Emiricol said:In medieval western europe, how large were the lands of the Barons? Lords?
I imagine Counts were several Barons, and Dukes were several counts, but what of the barons...
'Lord' = 'Baron', at least in UK. Although Lord can be used more generically for all titled nobility (eg the House of Lords).
As has been said, it varied a lot, but a baronial holding could be pretty small.
In medieval England:
Barons - a few hundred.
Counts - a few dozen.
Dukes - a few (less than 10 I believe).
Very roughly, in a late medieval population of 1 million you might get about 100 Barons, 10 Counts, and 2 Dukes, give or take. If you parcel land out directly in chunks of population (not really accurate for medieval England) each ranking could have roughly 1/3 of the total population amount.
Eg: population 1 million
333,000 among 100 barons, each gets avg 3,330 (eg several villages).
333,000 among 10 Counts, each gets avg 33,300.
333,000 among 2 Dukes, each gets 166,500.
Of course the lesser nobles may owe allegiance to the greater, or even (historically) vice-versa!

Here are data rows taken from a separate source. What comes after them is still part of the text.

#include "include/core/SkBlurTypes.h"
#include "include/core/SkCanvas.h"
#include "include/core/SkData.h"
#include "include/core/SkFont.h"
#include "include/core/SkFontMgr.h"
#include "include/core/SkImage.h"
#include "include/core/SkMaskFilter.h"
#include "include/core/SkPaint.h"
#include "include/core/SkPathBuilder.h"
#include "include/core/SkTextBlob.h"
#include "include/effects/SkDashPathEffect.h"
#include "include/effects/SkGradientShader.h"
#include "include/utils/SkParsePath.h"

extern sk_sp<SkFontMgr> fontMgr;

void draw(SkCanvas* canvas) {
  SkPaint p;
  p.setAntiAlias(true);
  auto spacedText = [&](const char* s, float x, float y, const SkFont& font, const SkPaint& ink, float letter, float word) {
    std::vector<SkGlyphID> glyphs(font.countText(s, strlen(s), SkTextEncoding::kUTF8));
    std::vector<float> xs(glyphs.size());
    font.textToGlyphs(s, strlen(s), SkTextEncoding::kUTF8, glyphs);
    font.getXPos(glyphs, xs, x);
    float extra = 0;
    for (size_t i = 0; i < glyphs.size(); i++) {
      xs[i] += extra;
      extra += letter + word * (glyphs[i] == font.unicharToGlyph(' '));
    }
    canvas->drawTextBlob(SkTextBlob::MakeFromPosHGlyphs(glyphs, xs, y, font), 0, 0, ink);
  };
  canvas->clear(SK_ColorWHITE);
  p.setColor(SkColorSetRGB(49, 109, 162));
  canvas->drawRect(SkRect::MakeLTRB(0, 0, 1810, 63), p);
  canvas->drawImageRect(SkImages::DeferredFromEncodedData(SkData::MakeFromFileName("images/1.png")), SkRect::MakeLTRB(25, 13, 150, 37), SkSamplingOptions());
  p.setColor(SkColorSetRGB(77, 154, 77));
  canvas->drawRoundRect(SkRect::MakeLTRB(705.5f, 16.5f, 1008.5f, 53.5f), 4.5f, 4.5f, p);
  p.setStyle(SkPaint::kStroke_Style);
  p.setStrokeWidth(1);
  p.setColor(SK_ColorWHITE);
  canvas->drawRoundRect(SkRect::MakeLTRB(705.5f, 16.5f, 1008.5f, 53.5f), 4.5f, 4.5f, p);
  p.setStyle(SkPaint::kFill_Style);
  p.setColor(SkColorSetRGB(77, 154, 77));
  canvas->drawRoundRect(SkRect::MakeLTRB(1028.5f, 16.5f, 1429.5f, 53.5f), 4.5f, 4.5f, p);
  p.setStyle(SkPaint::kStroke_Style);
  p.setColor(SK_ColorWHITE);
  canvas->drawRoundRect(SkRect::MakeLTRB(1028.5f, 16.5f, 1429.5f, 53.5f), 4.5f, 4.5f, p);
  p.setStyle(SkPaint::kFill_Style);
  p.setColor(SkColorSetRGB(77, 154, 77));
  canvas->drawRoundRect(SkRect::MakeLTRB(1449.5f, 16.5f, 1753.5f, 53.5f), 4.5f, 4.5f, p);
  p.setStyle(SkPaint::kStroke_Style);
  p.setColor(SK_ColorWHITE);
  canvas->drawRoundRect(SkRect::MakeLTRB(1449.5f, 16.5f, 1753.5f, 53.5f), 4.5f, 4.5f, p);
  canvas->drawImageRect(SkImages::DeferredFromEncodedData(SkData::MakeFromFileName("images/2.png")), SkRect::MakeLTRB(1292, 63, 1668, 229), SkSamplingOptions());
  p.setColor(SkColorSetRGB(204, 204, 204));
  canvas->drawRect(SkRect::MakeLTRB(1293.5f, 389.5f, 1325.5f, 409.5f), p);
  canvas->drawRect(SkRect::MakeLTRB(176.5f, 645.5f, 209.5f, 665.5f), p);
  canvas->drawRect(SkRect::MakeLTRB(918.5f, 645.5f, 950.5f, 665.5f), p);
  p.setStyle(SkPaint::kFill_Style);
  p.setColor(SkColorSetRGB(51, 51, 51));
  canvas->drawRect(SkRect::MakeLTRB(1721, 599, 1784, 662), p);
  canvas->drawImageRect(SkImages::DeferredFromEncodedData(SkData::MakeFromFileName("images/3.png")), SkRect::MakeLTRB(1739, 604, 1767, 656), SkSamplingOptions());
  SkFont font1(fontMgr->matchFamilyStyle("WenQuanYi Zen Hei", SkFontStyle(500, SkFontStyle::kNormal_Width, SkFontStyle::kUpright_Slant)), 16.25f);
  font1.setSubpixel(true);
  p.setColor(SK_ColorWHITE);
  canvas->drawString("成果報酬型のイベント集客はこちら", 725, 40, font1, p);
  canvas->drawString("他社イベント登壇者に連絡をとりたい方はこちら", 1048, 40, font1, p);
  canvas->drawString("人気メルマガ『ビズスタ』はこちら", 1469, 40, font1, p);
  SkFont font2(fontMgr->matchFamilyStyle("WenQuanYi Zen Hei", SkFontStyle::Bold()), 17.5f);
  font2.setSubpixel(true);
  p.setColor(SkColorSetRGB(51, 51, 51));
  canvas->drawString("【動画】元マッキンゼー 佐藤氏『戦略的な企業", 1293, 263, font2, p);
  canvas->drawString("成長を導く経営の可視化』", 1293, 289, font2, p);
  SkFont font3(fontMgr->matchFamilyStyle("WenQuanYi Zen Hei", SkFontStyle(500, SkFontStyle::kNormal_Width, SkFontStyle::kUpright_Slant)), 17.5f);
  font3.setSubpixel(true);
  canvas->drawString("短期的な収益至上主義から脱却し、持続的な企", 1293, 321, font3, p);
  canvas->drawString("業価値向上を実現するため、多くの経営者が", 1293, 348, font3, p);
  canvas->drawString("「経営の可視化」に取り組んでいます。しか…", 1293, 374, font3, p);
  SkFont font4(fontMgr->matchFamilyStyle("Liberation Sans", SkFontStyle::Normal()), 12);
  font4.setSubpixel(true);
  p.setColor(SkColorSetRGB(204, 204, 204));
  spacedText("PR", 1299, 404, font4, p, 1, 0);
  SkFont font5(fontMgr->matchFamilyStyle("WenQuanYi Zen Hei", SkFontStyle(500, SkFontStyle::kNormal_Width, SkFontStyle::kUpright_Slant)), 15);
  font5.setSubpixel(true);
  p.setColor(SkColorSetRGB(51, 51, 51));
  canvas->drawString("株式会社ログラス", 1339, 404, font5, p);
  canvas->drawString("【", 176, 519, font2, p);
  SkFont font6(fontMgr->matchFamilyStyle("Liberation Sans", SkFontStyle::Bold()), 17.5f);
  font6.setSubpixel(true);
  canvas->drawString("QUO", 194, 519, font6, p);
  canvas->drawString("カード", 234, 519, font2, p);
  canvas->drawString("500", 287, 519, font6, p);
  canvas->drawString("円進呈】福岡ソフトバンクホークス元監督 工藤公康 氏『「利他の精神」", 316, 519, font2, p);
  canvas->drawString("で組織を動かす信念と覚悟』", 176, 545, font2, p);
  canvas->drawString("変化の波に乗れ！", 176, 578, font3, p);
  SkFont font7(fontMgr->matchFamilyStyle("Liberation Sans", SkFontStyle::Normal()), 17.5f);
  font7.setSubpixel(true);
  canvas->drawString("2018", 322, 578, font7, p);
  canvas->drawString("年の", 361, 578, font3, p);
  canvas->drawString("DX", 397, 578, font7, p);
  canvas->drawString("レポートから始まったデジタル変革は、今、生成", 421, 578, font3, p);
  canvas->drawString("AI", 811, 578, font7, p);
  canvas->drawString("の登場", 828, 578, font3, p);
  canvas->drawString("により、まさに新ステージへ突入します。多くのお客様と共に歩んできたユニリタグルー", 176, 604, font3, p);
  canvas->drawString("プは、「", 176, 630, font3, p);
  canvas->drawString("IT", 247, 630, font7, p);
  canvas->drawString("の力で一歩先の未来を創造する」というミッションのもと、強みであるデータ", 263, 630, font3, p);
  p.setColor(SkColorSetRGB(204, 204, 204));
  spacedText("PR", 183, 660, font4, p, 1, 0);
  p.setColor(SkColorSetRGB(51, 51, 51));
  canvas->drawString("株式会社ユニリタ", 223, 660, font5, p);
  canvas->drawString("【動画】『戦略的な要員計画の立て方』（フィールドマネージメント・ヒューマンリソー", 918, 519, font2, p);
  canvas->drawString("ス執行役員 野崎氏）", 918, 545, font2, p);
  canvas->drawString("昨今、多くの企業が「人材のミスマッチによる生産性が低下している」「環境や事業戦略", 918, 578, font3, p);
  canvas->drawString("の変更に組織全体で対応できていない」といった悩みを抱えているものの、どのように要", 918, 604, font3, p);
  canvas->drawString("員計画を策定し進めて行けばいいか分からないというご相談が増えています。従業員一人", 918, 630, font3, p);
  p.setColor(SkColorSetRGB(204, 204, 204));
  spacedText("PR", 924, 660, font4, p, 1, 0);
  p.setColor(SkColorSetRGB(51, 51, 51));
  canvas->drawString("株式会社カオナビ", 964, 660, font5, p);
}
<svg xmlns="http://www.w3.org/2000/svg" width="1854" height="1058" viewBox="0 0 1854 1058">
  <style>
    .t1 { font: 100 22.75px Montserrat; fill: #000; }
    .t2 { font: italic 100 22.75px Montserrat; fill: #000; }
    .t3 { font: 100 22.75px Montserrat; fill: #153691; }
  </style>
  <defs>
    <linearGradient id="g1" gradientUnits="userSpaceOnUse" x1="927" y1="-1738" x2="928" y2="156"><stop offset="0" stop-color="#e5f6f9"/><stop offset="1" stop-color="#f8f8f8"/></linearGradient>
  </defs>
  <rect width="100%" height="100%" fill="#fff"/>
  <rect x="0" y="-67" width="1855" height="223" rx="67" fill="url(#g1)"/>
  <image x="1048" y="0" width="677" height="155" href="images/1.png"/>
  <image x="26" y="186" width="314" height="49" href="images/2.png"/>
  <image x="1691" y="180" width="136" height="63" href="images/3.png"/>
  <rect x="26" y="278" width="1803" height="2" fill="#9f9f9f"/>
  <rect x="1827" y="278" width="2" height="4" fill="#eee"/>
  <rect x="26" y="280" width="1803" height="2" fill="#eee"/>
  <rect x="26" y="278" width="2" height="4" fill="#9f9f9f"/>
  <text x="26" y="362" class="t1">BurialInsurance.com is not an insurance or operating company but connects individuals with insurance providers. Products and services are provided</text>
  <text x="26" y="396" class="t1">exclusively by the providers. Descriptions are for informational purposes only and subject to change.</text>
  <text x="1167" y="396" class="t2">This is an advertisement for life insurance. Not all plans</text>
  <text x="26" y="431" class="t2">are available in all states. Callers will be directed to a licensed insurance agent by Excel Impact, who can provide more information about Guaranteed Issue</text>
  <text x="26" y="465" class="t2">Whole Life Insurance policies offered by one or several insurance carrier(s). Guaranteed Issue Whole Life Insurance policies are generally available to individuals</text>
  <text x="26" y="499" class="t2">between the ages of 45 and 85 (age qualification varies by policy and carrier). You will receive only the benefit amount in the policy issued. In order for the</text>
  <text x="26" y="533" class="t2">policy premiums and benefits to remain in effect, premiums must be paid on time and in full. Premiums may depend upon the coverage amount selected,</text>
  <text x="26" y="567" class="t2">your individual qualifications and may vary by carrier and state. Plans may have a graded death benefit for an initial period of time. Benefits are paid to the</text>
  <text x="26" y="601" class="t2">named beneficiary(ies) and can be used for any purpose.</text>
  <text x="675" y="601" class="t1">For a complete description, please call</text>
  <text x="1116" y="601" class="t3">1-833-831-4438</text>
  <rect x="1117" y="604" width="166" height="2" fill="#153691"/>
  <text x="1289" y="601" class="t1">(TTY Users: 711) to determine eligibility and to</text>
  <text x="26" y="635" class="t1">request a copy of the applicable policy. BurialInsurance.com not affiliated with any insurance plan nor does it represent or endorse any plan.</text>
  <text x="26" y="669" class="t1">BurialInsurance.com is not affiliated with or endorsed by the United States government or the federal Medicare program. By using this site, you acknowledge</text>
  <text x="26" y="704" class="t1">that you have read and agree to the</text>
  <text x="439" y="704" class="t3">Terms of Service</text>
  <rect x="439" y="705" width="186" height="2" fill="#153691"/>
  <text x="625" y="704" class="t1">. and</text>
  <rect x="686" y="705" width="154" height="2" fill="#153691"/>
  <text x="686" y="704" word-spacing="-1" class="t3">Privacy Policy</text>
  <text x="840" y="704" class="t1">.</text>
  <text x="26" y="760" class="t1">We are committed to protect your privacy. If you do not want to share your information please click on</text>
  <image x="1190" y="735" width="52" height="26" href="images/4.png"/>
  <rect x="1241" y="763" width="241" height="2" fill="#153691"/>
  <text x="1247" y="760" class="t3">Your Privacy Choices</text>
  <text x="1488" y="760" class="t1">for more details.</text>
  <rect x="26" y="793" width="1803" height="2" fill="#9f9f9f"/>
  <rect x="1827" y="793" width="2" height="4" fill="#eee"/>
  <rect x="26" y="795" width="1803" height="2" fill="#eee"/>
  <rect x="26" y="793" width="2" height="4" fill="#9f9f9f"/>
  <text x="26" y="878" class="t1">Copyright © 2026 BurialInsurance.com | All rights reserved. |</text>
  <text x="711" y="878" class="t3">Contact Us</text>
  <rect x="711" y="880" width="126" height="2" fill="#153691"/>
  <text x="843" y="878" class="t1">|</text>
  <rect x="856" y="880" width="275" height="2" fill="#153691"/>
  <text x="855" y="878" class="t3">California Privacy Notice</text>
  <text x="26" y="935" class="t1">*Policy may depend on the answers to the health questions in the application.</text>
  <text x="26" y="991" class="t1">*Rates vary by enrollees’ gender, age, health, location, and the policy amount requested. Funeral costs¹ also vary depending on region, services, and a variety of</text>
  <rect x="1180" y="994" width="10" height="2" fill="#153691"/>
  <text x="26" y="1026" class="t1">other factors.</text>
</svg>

Edit- knights: if a lord has his villages parcelled out to his knights, you can work out how many knights he has based on population of holding. It took a thorpe of about 100 people to support the manor of a landed knight, so holding of 3300 might support 33 land knights. Each knight would be expected to field a banner of 4-6 men-at-arms (ie himself, his sons & brothers, and possibly trained yeomen) in war, enabling a baron to potentially field a force of about 5% the total population of his holding, more if he called up a peasant levy - not a good idea for offensive operations, since they provided the agricultural basis of the demesne.